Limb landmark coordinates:
# # # # #
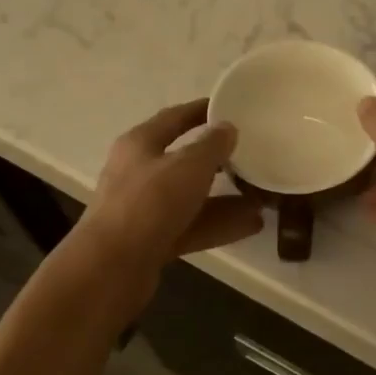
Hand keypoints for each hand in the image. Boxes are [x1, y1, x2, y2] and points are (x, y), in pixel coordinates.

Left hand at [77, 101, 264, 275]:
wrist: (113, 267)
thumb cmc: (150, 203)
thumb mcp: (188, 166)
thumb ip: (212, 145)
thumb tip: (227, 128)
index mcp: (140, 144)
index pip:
# # # # #
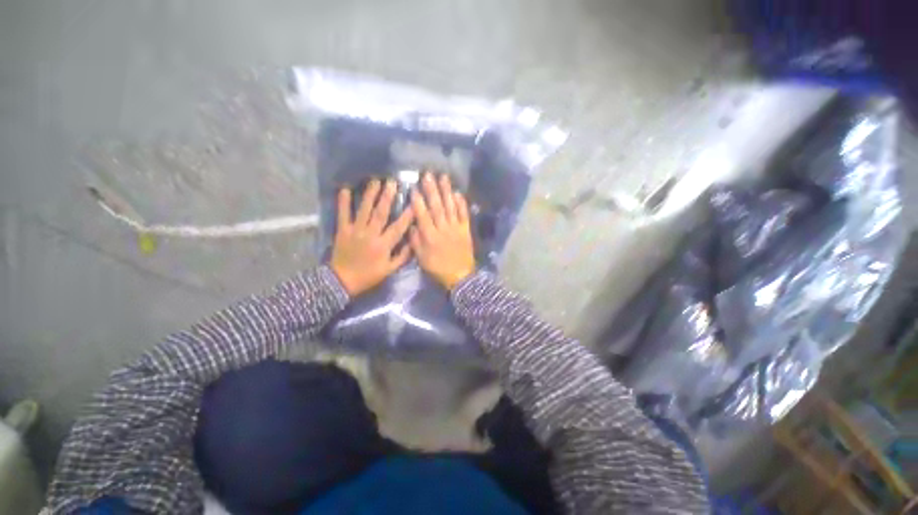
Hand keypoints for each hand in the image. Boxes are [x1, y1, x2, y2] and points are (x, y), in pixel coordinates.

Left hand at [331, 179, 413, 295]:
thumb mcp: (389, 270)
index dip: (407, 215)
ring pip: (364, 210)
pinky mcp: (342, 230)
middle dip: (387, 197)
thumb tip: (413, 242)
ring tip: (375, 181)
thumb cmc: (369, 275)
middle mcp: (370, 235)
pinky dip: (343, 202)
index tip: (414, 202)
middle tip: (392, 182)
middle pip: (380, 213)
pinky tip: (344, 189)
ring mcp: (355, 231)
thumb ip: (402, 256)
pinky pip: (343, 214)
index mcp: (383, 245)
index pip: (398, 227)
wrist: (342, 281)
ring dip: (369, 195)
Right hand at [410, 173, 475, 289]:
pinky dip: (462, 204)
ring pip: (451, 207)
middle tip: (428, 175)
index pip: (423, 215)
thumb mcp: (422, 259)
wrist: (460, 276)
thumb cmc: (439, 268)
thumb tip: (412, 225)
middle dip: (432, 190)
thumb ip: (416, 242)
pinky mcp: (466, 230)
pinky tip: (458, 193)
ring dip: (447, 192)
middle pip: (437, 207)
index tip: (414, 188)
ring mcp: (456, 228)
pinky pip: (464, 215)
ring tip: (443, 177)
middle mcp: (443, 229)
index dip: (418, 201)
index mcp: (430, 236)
# # # # #
§ **What to work on**: From the records above, quote only the lines running from the line with "index tip: (414, 188)" to the line with "index mcp: (430, 236)", both lines included.

§ **Result of the task**:
index tip: (414, 188)
ring mcp: (456, 228)
pinky pip: (464, 215)
ring tip: (443, 177)
middle mcp: (443, 229)
index dip: (418, 201)
index mcp: (430, 236)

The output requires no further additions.